* _WHAT YOU SHOULD DO_
Show every line below where "other" can be found.
*** INPUT ***
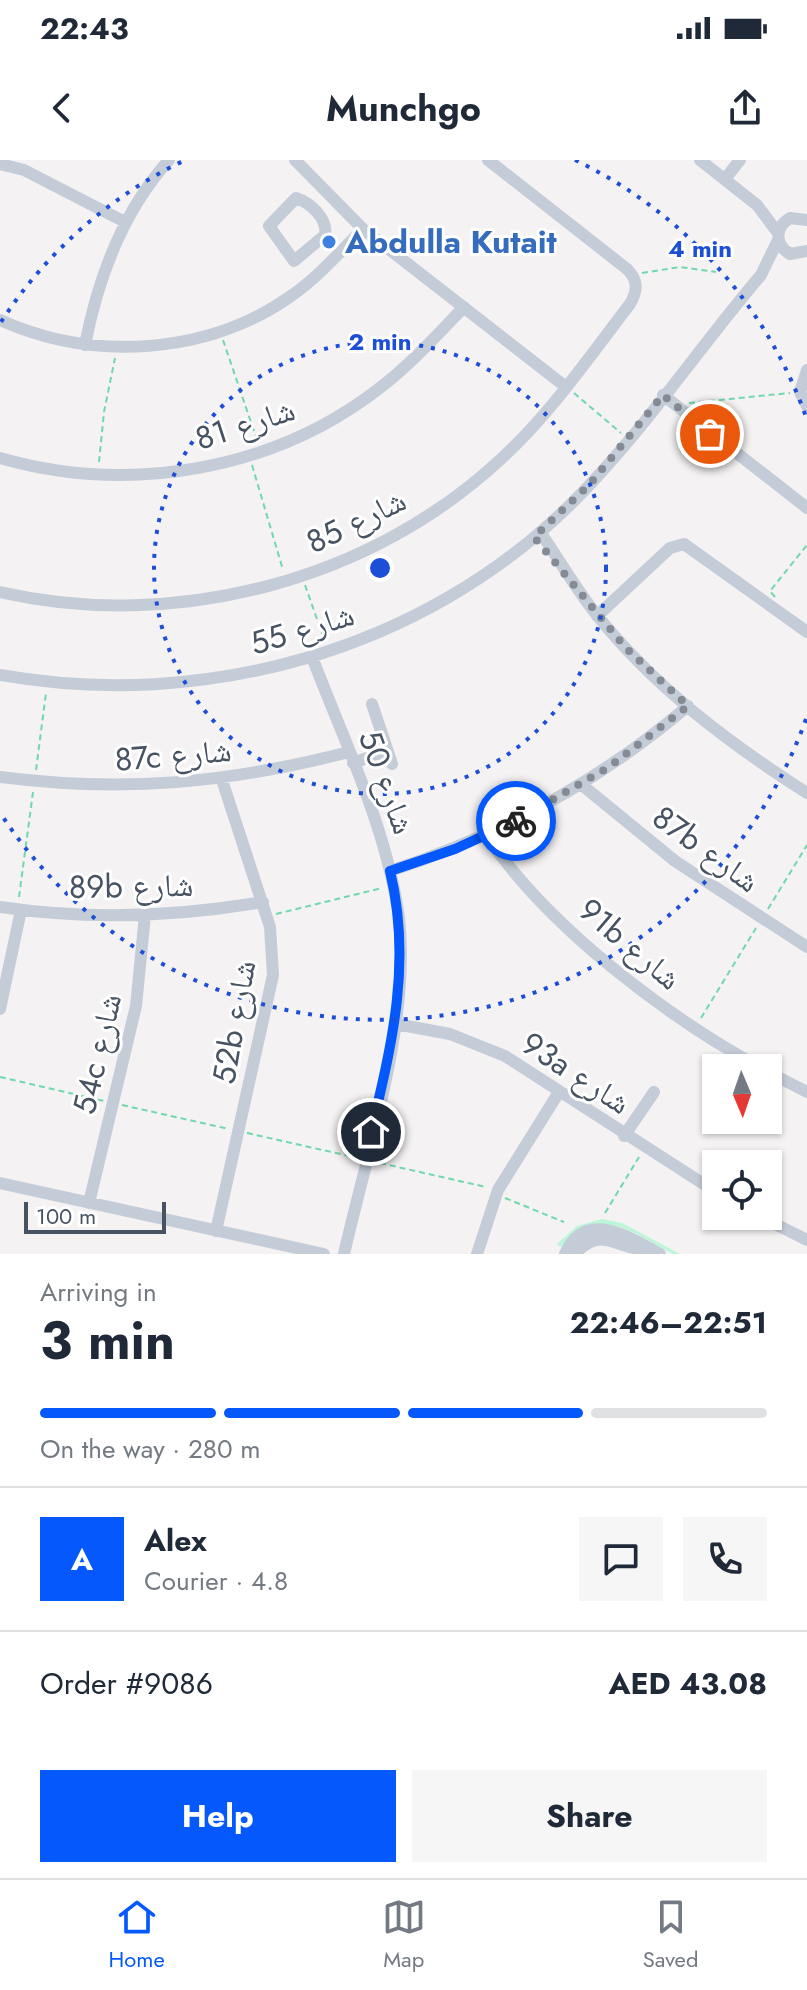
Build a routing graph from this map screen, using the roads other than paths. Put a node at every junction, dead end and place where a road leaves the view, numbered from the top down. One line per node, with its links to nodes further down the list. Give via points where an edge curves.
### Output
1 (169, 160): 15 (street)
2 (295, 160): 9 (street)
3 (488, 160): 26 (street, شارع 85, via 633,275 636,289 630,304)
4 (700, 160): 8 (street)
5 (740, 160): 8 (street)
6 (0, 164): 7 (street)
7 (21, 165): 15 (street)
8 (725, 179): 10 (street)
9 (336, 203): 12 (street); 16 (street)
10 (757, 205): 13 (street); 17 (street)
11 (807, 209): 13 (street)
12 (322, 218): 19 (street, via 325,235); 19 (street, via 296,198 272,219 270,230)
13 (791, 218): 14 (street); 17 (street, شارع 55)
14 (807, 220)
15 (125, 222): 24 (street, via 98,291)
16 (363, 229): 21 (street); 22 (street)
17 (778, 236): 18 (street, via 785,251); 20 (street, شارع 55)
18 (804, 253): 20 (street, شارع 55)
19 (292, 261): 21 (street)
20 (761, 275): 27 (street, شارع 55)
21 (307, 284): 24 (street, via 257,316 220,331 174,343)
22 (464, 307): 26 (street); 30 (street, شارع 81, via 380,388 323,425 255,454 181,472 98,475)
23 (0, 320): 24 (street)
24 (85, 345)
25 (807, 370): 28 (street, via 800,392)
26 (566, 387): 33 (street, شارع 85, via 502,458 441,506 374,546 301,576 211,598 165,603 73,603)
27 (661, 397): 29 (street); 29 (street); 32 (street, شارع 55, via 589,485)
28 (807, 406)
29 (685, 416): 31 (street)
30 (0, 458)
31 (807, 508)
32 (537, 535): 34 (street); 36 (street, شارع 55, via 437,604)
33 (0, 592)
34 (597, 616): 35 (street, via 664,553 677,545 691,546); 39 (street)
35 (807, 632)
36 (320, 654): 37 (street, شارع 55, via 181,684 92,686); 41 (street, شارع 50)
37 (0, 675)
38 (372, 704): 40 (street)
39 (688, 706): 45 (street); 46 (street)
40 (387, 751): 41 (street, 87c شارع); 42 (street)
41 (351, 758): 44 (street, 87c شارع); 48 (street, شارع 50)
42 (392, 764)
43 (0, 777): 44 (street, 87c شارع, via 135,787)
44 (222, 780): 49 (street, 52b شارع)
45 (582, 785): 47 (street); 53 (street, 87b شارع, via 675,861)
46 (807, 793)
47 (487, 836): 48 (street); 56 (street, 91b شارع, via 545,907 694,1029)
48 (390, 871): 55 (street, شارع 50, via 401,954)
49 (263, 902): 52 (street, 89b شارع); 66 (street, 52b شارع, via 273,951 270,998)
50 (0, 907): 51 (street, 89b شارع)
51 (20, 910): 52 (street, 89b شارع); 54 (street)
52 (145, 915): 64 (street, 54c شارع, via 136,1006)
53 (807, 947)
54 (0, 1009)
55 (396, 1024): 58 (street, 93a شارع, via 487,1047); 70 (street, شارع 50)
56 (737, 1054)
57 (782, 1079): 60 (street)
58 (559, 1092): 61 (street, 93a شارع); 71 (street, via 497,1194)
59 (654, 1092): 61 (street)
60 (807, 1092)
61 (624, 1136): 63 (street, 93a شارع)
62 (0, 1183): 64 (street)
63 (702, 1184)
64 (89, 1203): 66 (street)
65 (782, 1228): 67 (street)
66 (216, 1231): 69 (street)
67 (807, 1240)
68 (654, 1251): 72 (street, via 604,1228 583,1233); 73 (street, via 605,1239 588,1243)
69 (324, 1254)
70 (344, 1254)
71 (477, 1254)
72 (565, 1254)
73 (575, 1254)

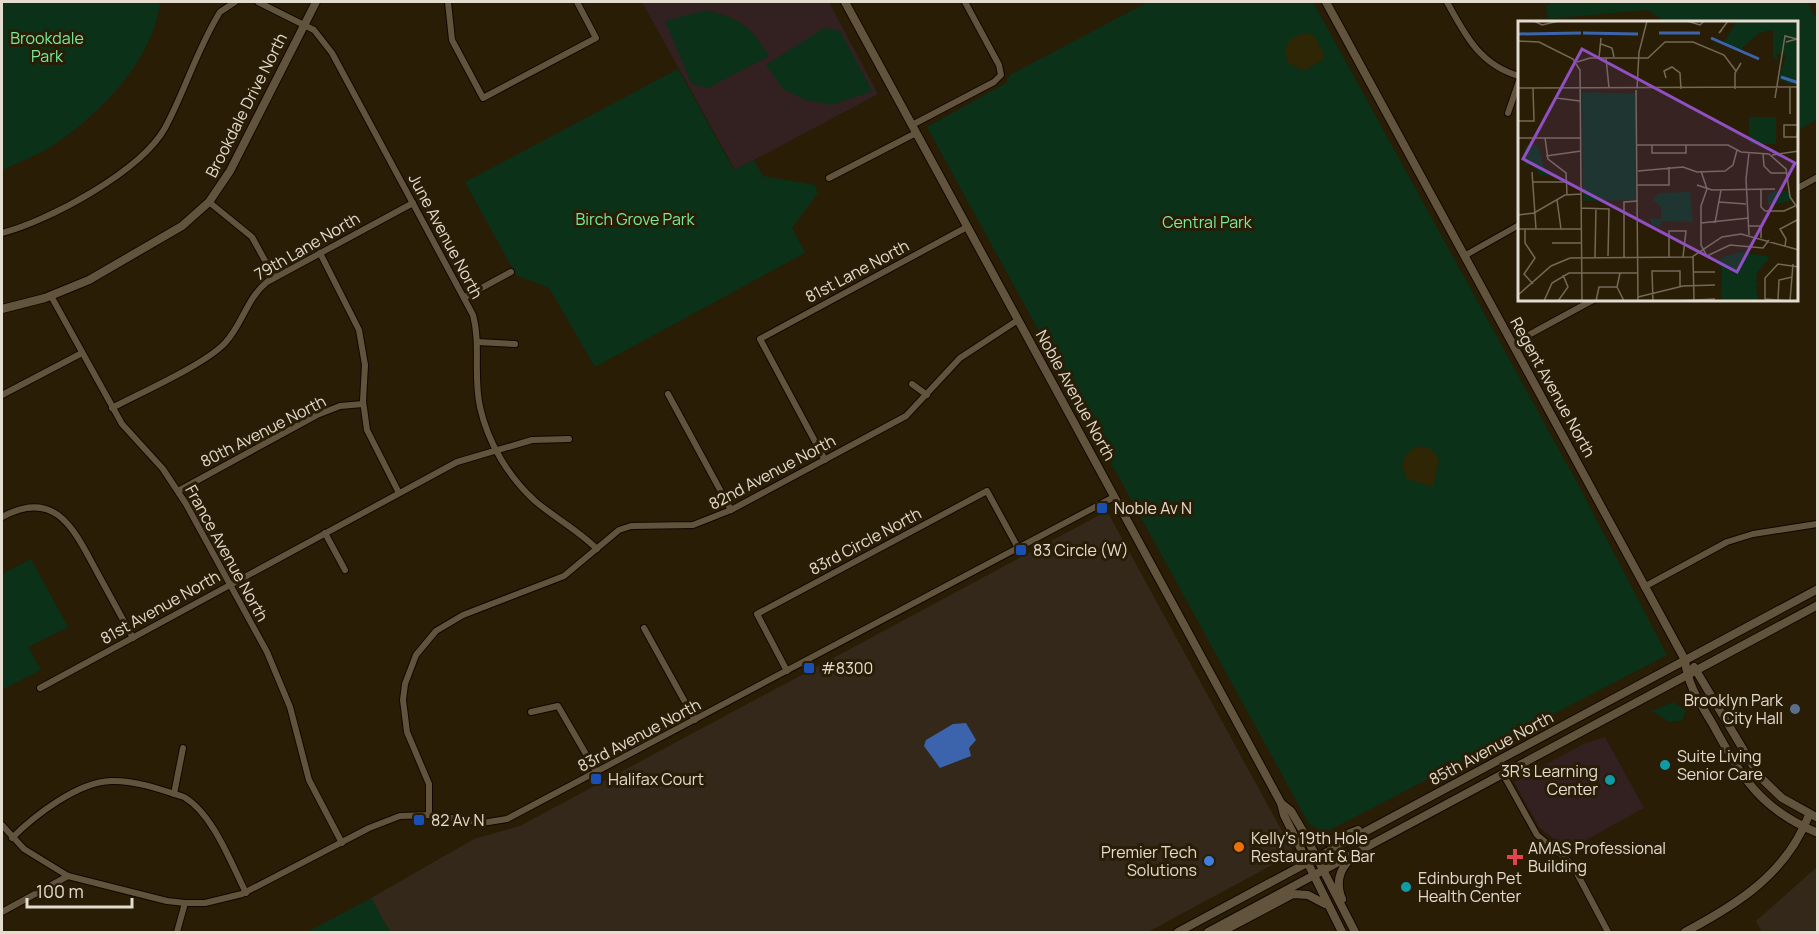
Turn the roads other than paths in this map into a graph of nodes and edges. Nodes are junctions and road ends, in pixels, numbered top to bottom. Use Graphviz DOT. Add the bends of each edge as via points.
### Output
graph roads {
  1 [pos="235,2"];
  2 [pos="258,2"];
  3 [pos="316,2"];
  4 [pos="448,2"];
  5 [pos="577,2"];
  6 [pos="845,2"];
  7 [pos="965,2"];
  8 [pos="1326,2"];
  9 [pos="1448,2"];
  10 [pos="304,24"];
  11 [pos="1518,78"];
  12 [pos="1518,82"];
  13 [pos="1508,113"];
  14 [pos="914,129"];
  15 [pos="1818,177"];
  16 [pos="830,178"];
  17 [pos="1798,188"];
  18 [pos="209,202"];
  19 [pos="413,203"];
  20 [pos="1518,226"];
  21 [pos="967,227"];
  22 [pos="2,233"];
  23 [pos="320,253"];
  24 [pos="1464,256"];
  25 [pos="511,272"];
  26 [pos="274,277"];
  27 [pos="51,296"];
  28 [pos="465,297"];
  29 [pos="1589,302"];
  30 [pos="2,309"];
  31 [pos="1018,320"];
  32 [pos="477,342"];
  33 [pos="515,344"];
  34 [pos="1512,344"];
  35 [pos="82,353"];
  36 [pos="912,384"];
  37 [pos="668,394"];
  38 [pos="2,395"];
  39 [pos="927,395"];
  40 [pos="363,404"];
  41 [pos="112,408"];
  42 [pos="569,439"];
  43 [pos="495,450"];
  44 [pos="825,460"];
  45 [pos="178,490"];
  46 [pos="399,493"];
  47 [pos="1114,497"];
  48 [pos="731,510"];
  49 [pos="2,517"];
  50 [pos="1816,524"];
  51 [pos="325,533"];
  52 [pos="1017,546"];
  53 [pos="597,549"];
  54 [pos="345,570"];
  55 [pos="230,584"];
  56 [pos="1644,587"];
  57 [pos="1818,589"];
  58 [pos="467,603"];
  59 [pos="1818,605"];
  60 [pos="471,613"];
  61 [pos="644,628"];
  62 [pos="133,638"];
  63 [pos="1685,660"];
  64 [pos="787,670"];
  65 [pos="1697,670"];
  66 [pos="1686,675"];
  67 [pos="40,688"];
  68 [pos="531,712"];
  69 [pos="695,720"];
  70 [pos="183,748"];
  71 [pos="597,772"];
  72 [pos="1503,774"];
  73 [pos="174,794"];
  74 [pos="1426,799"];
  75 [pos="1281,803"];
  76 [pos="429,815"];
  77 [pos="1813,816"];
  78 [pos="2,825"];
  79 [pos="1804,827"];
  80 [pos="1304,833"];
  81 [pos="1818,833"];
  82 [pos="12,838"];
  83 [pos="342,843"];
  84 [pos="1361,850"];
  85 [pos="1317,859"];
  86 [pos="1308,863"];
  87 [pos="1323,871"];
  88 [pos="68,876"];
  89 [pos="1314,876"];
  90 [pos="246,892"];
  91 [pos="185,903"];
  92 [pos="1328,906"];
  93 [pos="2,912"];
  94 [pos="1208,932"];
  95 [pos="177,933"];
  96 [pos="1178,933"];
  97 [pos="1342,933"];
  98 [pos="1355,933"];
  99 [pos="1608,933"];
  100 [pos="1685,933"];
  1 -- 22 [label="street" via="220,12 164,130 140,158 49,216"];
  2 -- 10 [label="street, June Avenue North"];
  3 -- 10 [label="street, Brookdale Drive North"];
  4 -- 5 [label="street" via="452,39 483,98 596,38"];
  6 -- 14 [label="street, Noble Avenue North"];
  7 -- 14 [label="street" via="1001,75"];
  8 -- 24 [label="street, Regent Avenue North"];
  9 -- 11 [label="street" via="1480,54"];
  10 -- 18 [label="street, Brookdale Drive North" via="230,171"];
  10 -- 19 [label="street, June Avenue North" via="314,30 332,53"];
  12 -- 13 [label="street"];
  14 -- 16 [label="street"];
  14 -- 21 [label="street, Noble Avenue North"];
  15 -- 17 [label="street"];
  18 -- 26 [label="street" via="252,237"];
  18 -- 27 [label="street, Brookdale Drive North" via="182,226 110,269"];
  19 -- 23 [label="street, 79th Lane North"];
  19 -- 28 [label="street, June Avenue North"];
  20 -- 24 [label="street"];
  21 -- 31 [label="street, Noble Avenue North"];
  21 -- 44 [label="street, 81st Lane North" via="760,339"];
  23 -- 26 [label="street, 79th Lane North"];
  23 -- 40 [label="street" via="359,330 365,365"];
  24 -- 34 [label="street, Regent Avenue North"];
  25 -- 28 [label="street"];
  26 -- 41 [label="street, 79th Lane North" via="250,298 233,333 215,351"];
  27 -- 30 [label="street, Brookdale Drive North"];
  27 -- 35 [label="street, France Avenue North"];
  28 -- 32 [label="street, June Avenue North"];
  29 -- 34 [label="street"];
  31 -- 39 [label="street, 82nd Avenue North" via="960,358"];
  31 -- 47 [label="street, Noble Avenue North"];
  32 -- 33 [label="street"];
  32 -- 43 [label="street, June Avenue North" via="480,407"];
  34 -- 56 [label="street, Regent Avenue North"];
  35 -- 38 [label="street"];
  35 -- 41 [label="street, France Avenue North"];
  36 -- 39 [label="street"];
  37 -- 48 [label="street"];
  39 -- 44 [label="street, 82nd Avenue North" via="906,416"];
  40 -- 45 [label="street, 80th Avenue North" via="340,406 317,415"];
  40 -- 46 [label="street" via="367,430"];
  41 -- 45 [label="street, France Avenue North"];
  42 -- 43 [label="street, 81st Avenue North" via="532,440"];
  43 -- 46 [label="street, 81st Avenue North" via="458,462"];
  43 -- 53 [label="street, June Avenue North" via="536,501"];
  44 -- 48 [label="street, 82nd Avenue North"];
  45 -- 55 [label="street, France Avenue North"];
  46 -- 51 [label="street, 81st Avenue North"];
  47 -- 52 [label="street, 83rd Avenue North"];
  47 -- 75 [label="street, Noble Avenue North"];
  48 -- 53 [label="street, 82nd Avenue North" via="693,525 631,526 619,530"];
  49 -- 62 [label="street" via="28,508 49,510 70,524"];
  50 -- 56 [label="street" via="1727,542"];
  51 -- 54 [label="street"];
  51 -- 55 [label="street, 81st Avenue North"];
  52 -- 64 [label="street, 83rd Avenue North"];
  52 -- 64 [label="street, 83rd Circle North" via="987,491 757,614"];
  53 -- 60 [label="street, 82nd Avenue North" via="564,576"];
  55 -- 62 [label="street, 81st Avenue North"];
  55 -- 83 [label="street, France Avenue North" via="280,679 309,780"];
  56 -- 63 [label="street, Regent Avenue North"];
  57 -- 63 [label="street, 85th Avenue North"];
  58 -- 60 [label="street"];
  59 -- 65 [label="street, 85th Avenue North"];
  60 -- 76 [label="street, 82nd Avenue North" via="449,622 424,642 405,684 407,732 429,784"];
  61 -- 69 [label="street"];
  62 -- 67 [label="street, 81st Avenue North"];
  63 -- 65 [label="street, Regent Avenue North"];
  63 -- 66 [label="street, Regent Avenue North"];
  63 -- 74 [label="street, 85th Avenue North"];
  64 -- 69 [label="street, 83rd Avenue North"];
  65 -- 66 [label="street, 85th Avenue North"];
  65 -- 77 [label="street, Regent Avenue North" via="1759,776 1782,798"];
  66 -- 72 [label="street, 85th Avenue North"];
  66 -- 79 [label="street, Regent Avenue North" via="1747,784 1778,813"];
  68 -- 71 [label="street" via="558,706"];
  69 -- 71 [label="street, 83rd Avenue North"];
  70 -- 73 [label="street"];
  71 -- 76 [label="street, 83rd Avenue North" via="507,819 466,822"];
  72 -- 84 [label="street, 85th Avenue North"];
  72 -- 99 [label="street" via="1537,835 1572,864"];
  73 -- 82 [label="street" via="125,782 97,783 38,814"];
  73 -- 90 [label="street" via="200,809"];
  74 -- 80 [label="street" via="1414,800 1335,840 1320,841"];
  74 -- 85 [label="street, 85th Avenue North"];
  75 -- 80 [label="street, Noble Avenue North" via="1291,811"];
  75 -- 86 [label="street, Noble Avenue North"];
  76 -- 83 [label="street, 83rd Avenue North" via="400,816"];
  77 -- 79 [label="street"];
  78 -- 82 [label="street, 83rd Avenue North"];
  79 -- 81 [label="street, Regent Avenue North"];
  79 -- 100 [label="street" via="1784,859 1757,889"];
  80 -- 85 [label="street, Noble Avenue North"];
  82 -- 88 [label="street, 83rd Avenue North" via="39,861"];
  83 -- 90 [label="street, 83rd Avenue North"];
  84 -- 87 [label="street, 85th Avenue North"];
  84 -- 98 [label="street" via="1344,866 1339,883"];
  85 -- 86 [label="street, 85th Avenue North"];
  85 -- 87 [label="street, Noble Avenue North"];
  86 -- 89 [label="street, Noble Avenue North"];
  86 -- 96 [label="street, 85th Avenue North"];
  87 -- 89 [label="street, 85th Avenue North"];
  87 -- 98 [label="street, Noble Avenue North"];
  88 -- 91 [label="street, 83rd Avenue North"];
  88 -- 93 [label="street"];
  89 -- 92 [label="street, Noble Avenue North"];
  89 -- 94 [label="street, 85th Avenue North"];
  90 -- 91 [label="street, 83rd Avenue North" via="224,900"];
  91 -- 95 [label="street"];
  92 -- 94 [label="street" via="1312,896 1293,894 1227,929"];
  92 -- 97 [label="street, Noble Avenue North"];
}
***
* _OUTPUT_
Build a routing graph from this map screen, using the roads other than paths. Put a node at every junction, dead end and place where a road leaves the view, numbered from the top down. One line per node, with its links to nodes further down the list. Give via points where an edge curves.
Turn the roads other than paths in this map into a graph of nodes and edges. Nodes are junctions and road ends, in pixels, numbered top to bottom. Use Graphviz DOT. Add the bends of each edge as via points.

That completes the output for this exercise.